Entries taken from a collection
==========
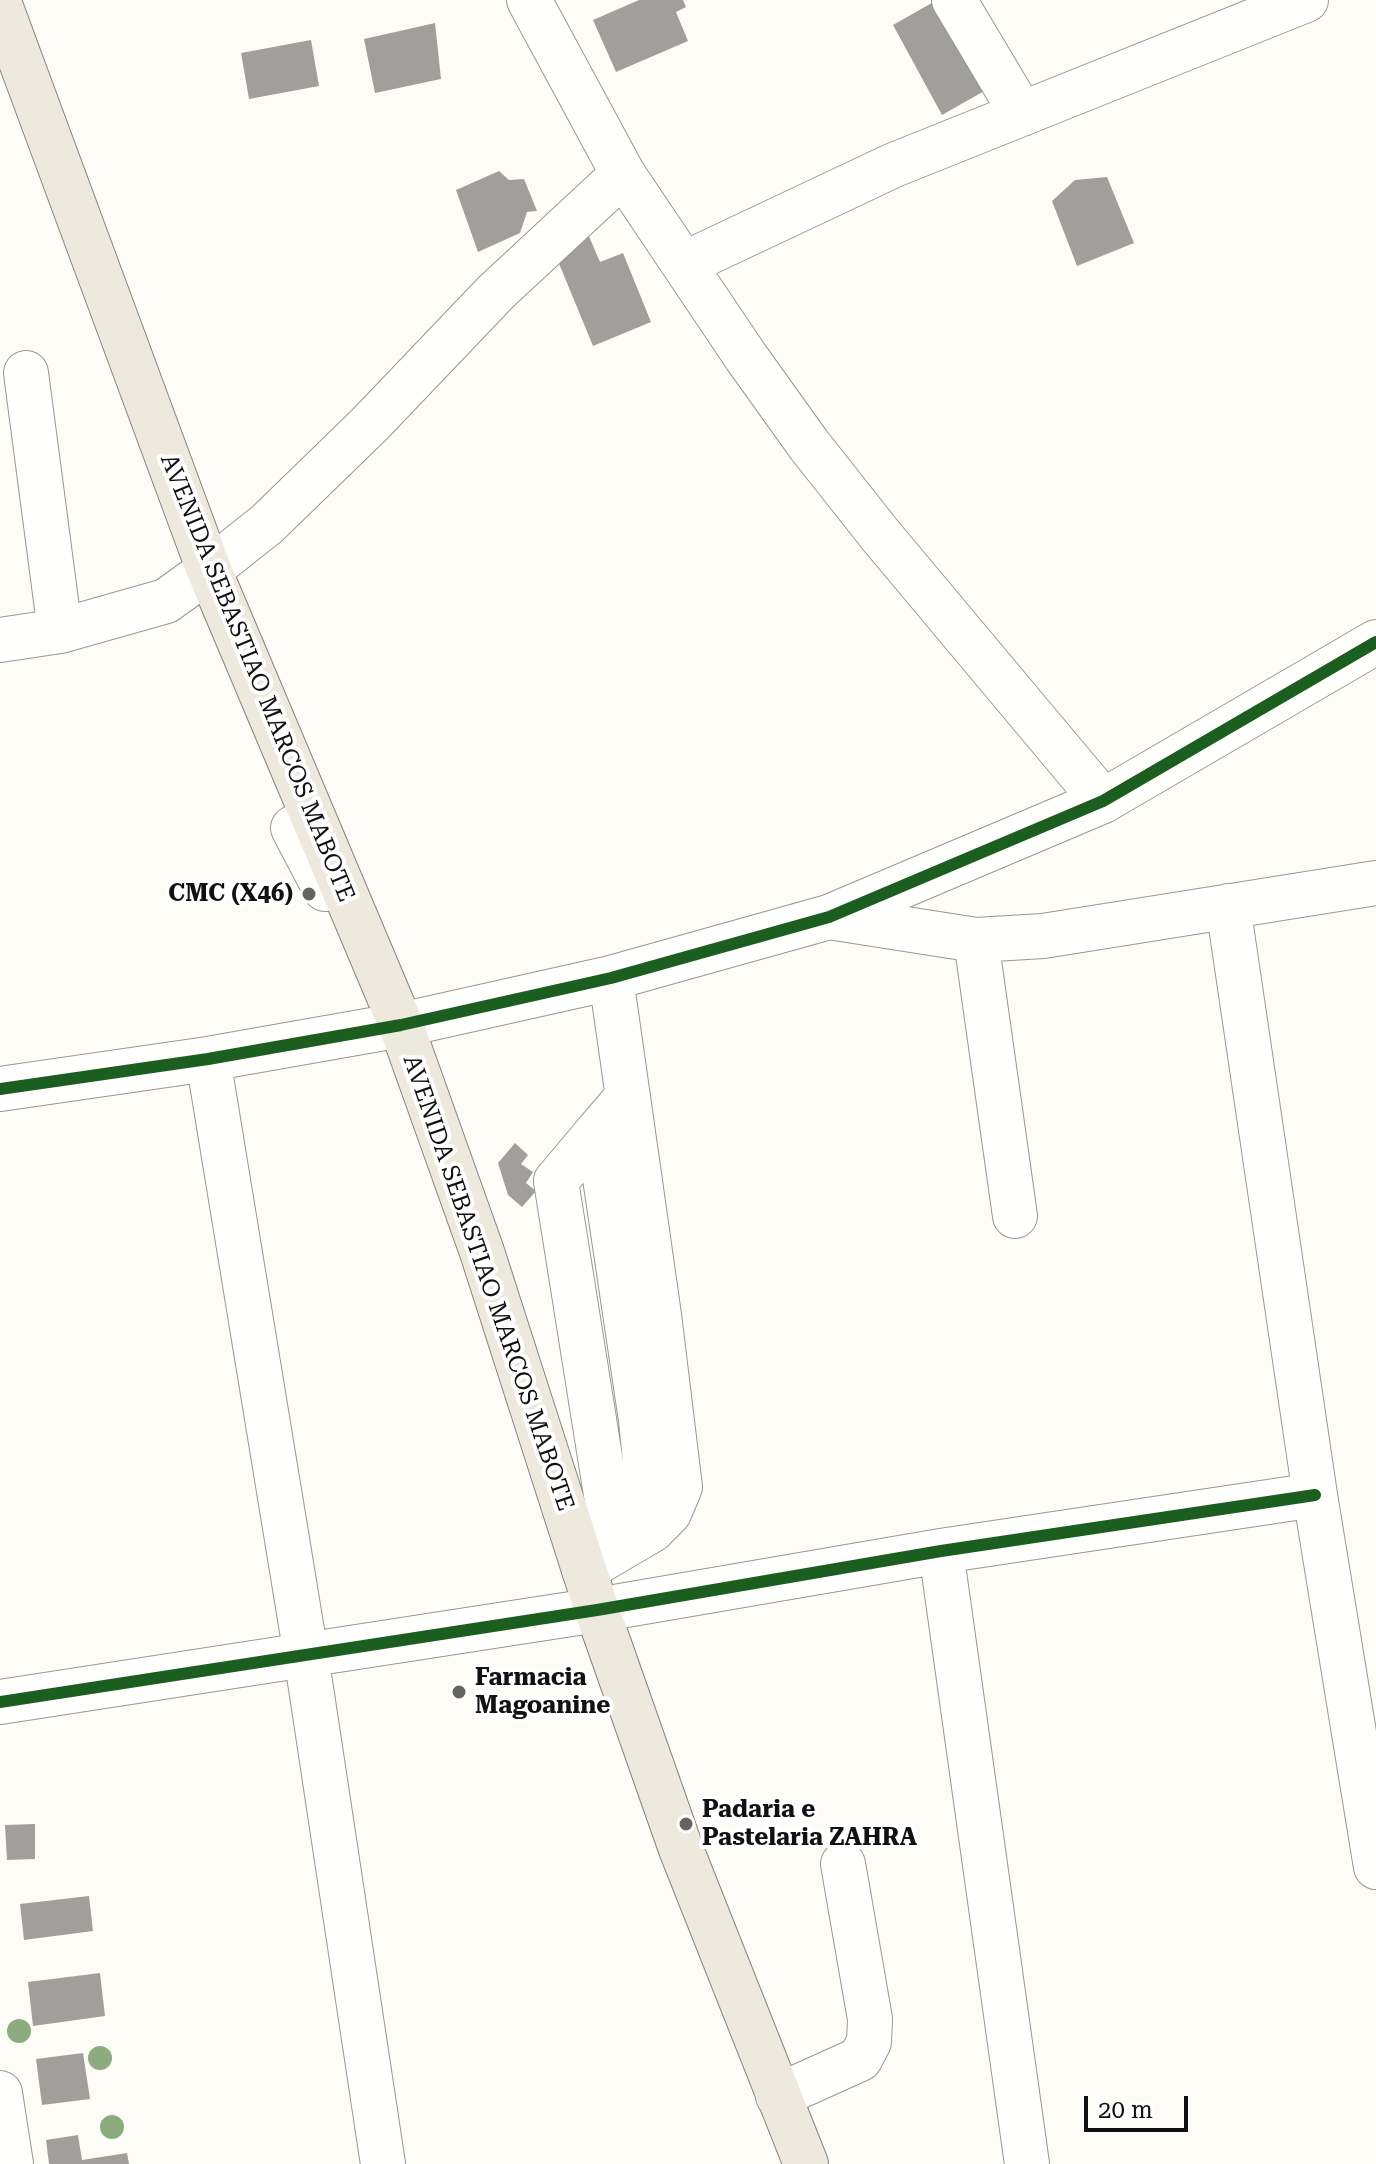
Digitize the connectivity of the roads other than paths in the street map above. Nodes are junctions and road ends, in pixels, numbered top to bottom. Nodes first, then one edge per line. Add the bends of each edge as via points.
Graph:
1 (16, 0) edge
2 (529, 0) edge
3 (954, 0) edge
4 (1306, 0) edge
5 (0, 4) edge
6 (10, 60) edge
7 (1022, 114) junction
8 (623, 174) junction
9 (684, 264) junction
10 (26, 373) dead end
11 (209, 570) junction
12 (60, 631) junction
13 (0, 640) edge
14 (1376, 642) edge
15 (1103, 801) junction
16 (1376, 883) edge
17 (1228, 906) junction
18 (829, 917) junction
19 (976, 940) junction
20 (611, 978) junction
21 (401, 1025) junction
22 (208, 1059) junction
23 (0, 1089) edge
24 (628, 1096) junction
25 (1015, 1216) dead end
26 (1315, 1495) junction
27 (941, 1551) junction
28 (612, 1565) junction
29 (306, 1655) junction
30 (0, 1702) edge
31 (1369, 1768) edge
32 (843, 1864) dead end
33 (1376, 1867) edge
34 (0, 2093) edge
35 (778, 2096) junction
36 (11, 2164) edge
37 (383, 2164) edge
38 (806, 2164) edge
39 (1027, 2164) edge

1 - 5 street
2 - 8 street
3 - 7 street
4 - 7 street
5 - 6 main road, AVENIDA SEBASTIAO MARCOS MABOTE
6 - 11 main road, AVENIDA SEBASTIAO MARCOS MABOTE
7 - 9 street via 894,165
8 - 9 street
8 - 11 street via 496,292 267,524
9 - 15 street via 863,514
10 - 12 street
11 - 12 street via 166,601
11 - 21 main road, AVENIDA SEBASTIAO MARCOS MABOTE
12 - 13 street
14 - 15 street
15 - 18 street
16 - 17 street
17 - 19 street via 1043,936
17 - 26 street
18 - 19 street
18 - 20 street
19 - 25 street
20 - 21 street
20 - 24 street
21 - 22 street
21 - 28 main road, AVENIDA SEBASTIAO MARCOS MABOTE via 482,1252
22 - 23 street
22 - 29 street
24 - 28 street via 598,1131 641,1420
24 - 28 street via 680,1487 669,1513
26 - 27 street
26 - 31 street
27 - 28 street
27 - 39 street
28 - 29 street
28 - 35 main road, AVENIDA SEBASTIAO MARCOS MABOTE via 681,1849
29 - 30 street
29 - 37 street
31 - 33 street
32 - 35 street via 870,2019 869,2042 860,2059
34 - 36 street
35 - 38 main road, AVENIDA SEBASTIAO MARCOS MABOTE

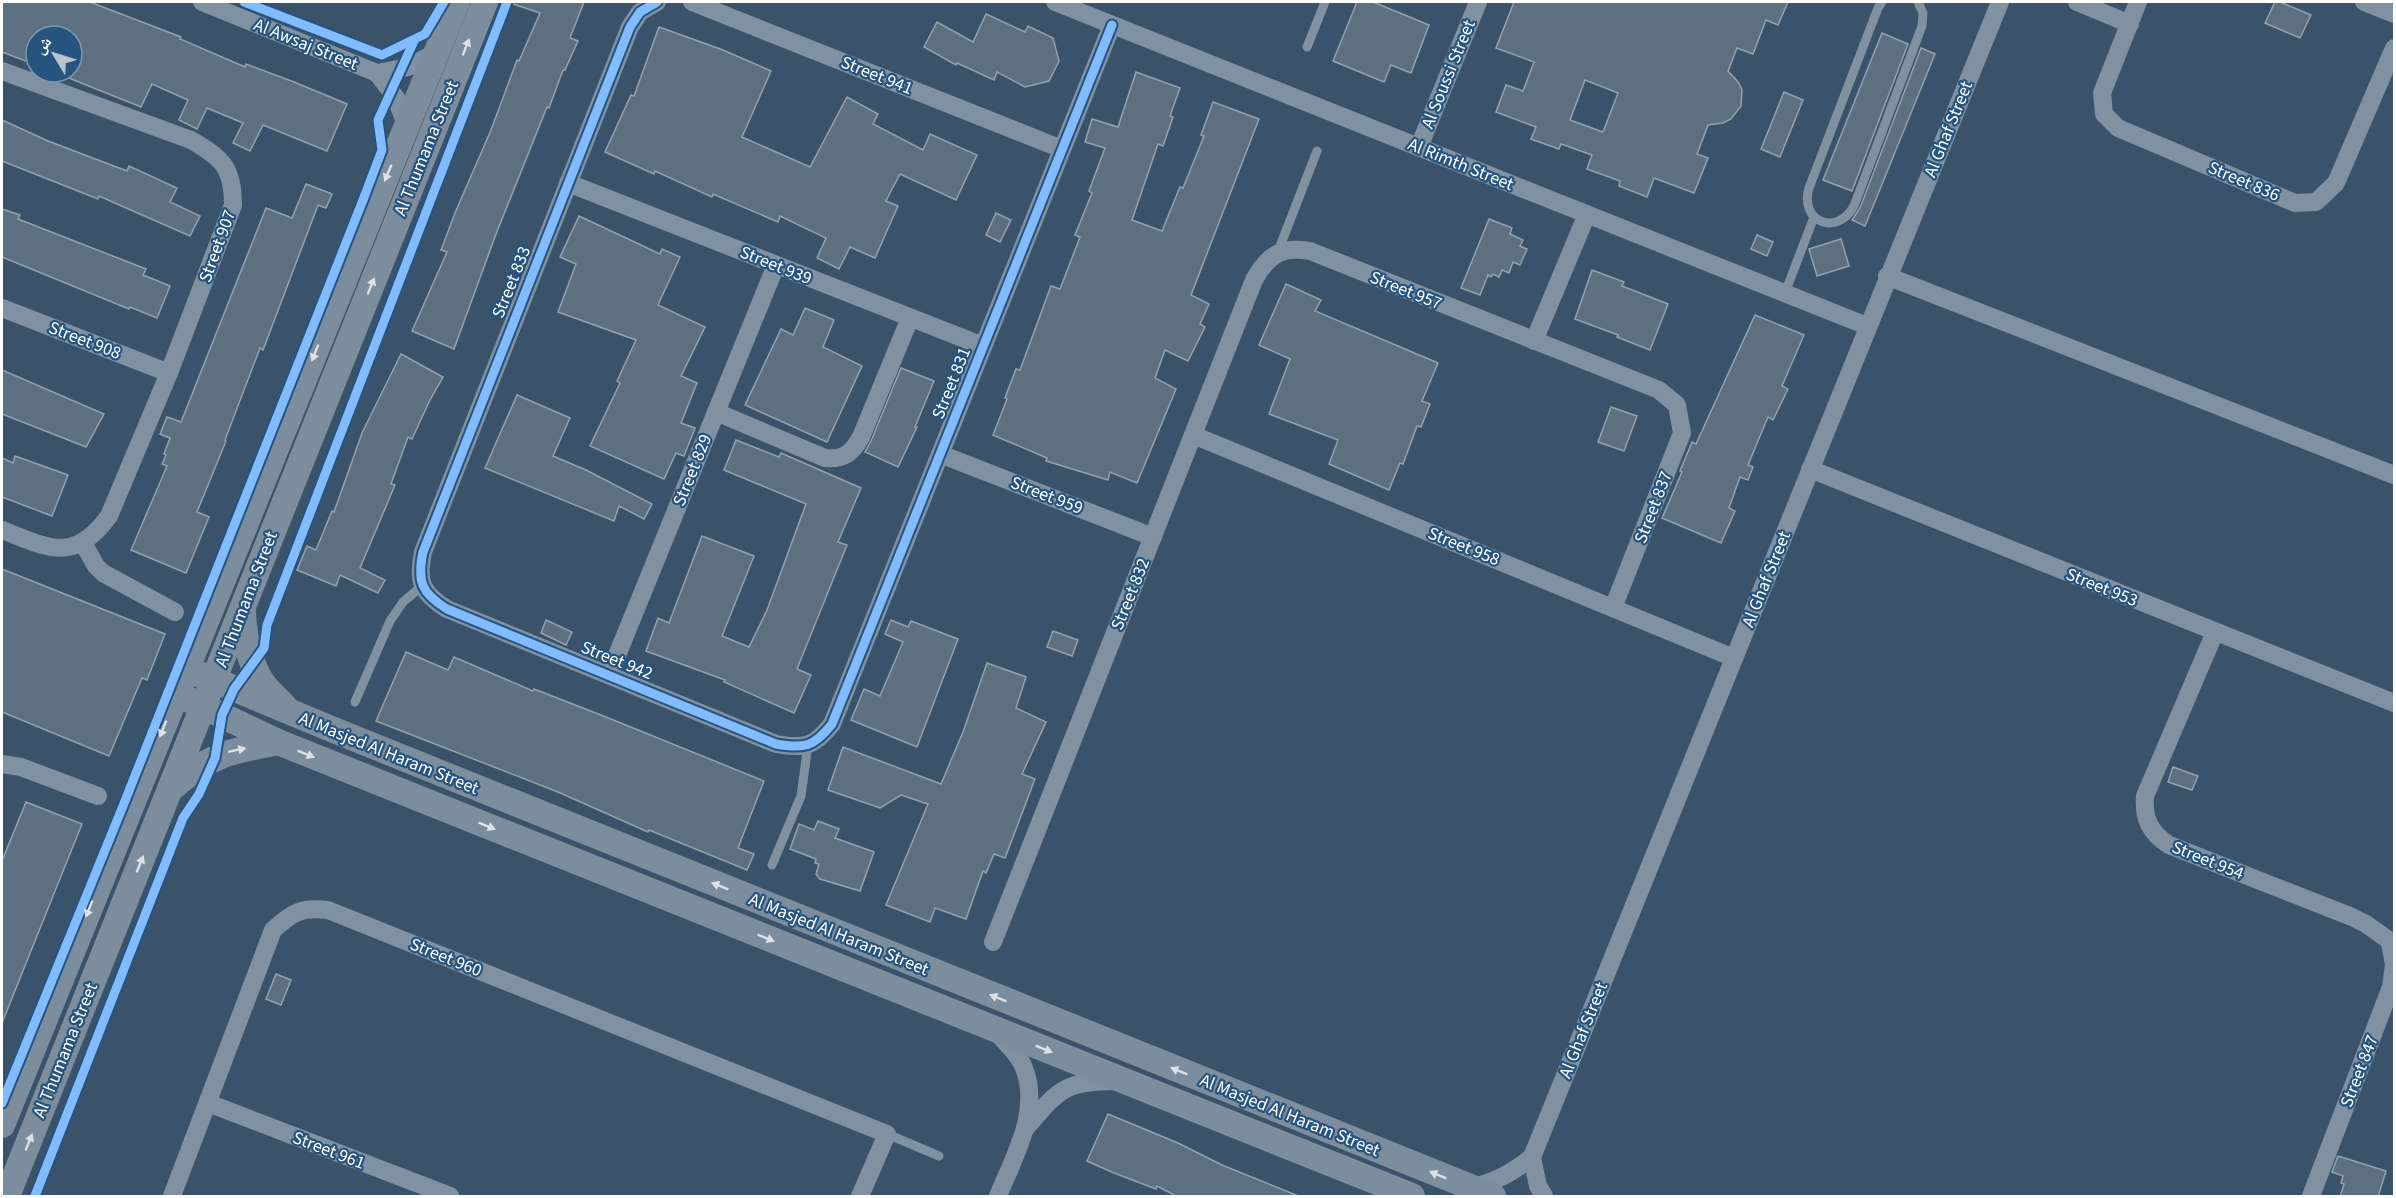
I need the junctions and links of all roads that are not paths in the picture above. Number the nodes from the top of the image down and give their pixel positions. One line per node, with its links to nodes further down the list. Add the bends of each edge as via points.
1 (205, 2): 22 (street, Al Awsaj Street)
2 (457, 2): 20 (street, Al Thumama Street)
3 (485, 2): 50 (street, Al Thumama Street, one-way to 3)
4 (655, 2): 27 (street, Street 833, via 640,12 630,27)
5 (692, 2): 25 (street, Street 941)
6 (1055, 2): 17 (street, Al Rimth Street)
7 (1325, 2): 18 (lane)
8 (1478, 2): 24 (street, Al Soussi Street)
9 (1882, 2): 29 (lane, via 1809,188 1806,198)
10 (1918, 2): 29 (lane, via 1923,13 1922,26 1854,206 1842,221 1832,224)
11 (2000, 2): 32 (street, Al Ghaf Street)
12 (2077, 2): 16 (street)
13 (2138, 2): 16 (street, Street 836)
14 (2364, 2): 15 (street)
15 (2394, 14)
16 (2130, 24): 19 (street, Street 836, via 2102,93 2104,114 2118,128 2295,203 2316,202 2336,183)
17 (1112, 25): 24 (street, Al Rimth Street); 25 (street, Street 831)
18 (1307, 47)
19 (2394, 48)
20 (437, 52): 22 (street, Al Awsaj Street, via 408,67); 23 (street, Al Thumama Street)
21 (2, 71): 39 (street, Street 907, via 190,140 226,167 233,184 233,205)
22 (377, 73): 23 (street, Al Awsaj Street, via 396,98)
23 (407, 128): 55 (street, Al Thumama Street, one-way to 55, via 298,396)
24 (1419, 147): 28 (street, Al Rimth Street)
25 (1062, 149): 38 (street, Street 831)
26 (1317, 151): 30 (lane)
27 (568, 183): 31 (street, Street 939); 49 (street, Street 833, via 423,552)
28 (1587, 214): 33 (street, Al Rimth Street); 37 (street)
29 (1814, 217): 33 (lane)
30 (1277, 254): 37 (street, Street 957, via 1293,248 1310,251); 42 (street, Street 832, via 1263,264 1254,280)
31 (776, 265): 35 (street, Street 939); 41 (street, Street 829)
32 (1887, 276): 36 (street, Al Ghaf Street); 45 (street)
33 (1785, 293): 36 (street, Al Rimth Street)
34 (2, 308): 39 (street, Street 908)
35 (910, 318): 38 (street, Street 939); 41 (street, via 861,437 846,456 825,458)
36 (1867, 326): 44 (street, Al Ghaf Street)
37 (1534, 341): 40 (street, Street 957, via 1659,390)
38 (983, 346): 43 (street, Street 831)
39 (169, 373): 48 (street, Street 907, via 110,516)
40 (1677, 405): 51 (street, Street 837, via 1682,433)
41 (716, 412): 56 (street, Street 829)
42 (1193, 435): 47 (street, Street 832); 51 (street, Street 958)
43 (940, 454): 47 (street, Street 959); 63 (street, Street 831, via 832,724 822,737)
44 (1810, 469): 53 (street, Street 953); 54 (street, Al Ghaf Street)
45 (2394, 475)
46 (2, 530): 48 (street, via 47,547)
47 (1153, 537): 68 (street, Street 832)
48 (83, 543): 52 (street, via 104,573)
49 (422, 586): 56 (street, Street 942, via 431,600 447,609); 58 (lane, via 403,602 390,621)
50 (243, 607): 55 (street, Al Thumama Street); 61 (street, via 246,639 261,681)
51 (1613, 608): 54 (street, Street 958)
52 (175, 612)
53 (2216, 632): 59 (street, Street 953); 69 (street, Street 954, via 2145,796 2146,819 2151,830 2169,845 2352,917)
54 (1734, 658): 77 (street, Al Ghaf Street)
55 (201, 675): 57 (street, Al Thumama Street); 60 (street, via 198,694); 61 (street, Al Masjed Al Haram Street)
56 (609, 675): 63 (street, Street 942, via 776,744)
57 (177, 694): 60 (street, Al Masjed Al Haram Street); 73 (street, Al Thumama Street, one-way to 73)
58 (355, 702)
59 (2394, 703)
60 (204, 707): 62 (street, Al Masjed Al Haram Street); 65 (street, Al Thumama Street)
61 (292, 713): 78 (street, Al Masjed Al Haram Street, one-way to 61)
62 (278, 742): 65 (street, one-way to 62, via 188,774 230,751); 70 (street, Al Masjed Al Haram Street, one-way to 70)
63 (808, 745): 67 (lane, via 801,796)
64 (2, 764): 66 (street, via 21,766)
65 (170, 790): 79 (street, Al Thumama Street, one-way to 65)
66 (98, 796)
67 (772, 865)
68 (993, 942)
69 (2392, 944): 86 (street, Street 847, via 2391,987)
70 (994, 1029): 71 (street, Al Masjed Al Haram Street, one-way to 71); 74 (street, via 1024,1069 1030,1089)
71 (1124, 1081): 74 (street, via 1072,1084 1052,1097); 84 (street, Al Masjed Al Haram Street)
72 (208, 1103): 75 (street, Street 960, via 273,930 291,914 309,908 328,910); 80 (street, Street 960); 81 (street, Street 961)
73 (2, 1125)
74 (1026, 1129): 83 (street)
75 (887, 1134): 76 (lane); 82 (street)
76 (939, 1156)
77 (1532, 1157): 78 (street); 85 (street)
78 (1481, 1192)
79 (7, 1197)
80 (172, 1197)
81 (450, 1197)
82 (860, 1197)
83 (998, 1197)
84 (1412, 1197)
85 (1544, 1197)
86 (2311, 1197)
==========
### Work item:
Across the data, pull every line containing the string "paths".

### Worked solution:
Digitize the connectivity of the roads other than paths in the street map above. Nodes are junctions and road ends, in pixels, numbered top to bottom. Nodes first, then one edge per line. Add the bends of each edge as via points.
I need the junctions and links of all roads that are not paths in the picture above. Number the nodes from the top of the image down and give their pixel positions. One line per node, with its links to nodes further down the list. Add the bends of each edge as via points.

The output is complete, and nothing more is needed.